Remote Data State as an Enum
Last night I came across How Elm Slays a UI Antipattern article written by Kris Jenkins. In it the author notices that a common list-based UI can be in one of four separate states: notAsked
, loading
, failure
and success
and proceeds to model those states explicitly as a sum type.

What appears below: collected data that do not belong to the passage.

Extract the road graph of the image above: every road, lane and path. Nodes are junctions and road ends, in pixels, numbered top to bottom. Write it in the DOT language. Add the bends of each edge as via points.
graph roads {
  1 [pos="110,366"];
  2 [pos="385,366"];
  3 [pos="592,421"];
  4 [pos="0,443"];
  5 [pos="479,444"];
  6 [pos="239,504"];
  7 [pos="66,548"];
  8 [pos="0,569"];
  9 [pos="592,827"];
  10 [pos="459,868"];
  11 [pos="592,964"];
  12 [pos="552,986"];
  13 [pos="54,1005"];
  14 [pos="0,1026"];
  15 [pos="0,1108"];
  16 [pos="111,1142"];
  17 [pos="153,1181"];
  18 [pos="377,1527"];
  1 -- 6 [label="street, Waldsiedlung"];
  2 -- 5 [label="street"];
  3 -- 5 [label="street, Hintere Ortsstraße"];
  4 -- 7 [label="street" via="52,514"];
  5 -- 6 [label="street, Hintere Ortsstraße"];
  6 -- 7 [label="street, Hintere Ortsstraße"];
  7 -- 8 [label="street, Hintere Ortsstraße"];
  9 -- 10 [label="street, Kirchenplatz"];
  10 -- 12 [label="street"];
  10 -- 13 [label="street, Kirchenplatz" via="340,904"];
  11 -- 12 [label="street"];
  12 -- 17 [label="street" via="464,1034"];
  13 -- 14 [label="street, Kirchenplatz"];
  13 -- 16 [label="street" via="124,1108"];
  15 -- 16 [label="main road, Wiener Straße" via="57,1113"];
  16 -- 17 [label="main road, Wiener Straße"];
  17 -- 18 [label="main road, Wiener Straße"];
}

According to Kris, this approach works well in Elm giving compile-type safety to this common source of UI confusion. Let's see if this approach will fit the stateful world of UIKit by using it for a view based on UITableView
.
Before starting I'd also strongly consider using the representation introduced by Scott Hurff in How to fix a bad user interface:
- Empty State
- Error State
- Partial State
- Loading State
- Ideal State
For now, though, let's stick with the one presented by Kris. In Swift we'll have the following enumeration:
enum RemoteData<Data, Error: ErrorType> {
case notAsked
case loading
case failure(Error)
case success(Data)
}
On the UI side we can have two subviews on the same level in the view hierarchy:
UITableView
PlaceholderView
PlaceholderView
is a simple view with only title
property for a demonstration purposes – but we can easily add more information, like an image in the future:
class PlaceholderView: UIView {
struct Configuration {
let title: String
}
@IBOutlet weak var titleLabel: UILabel?
var configuration: Configuration?
...
}
As you can see it has Configuration
struct encapsulating its configuration. Since working with a raw enum isn't pleasant we can create a helper struct called UserInterfaceState
:
struct UserInterfaceState<Data, Error: ErrorType> {
let remoteData: RemoteData<Data, Error>
var viewWithDataShouldBeHidden: Bool {
return placeholderConfiguration() != nil
}
var placeholderViewShouldBeHidden: Bool {
return !viewWithDataShouldBeHidden
}
var data: Data? {
if case .success(let data) = self.remoteData {
return data
} else {
return nil
}
}
init(remoteData: RemoteData<Data, Error>) {
self.remoteData = remoteData
}
func placeholderConfiguration() -> PlaceholderView.Configuration? {
switch self.remoteData {
case .notAsked:
return PlaceholderView.Configuration(title: NSLocalizedString("View is waiting for an update", comment: "notAsked state"))
case .loading:
return PlaceholderView.Configuration(title: NSLocalizedString("Loading", comment: "loading state"))
case .failure(let error):
return PlaceholderView.Configuration(title: NSLocalizedString("Error happened: \(error)", comment: "failure state"))
case .success(_):
return nil
}
}
}
Each time we get a new instance of RemoteData
we create a new instance of UserInterfaceState
and update our UI accordingly, e.g.:
tableView?.hidden = state.viewWithDataShouldBeHidden
dataSource.data = state.data
placeholderView?.configuration = state.placeholderConfiguration()
placeholderView?.hidden = state.placeholderViewShouldBeHidden
Even though we omitted many details here, I think it's clearly visible that with this technique we can achieve a better UX with not that much additional work on our part.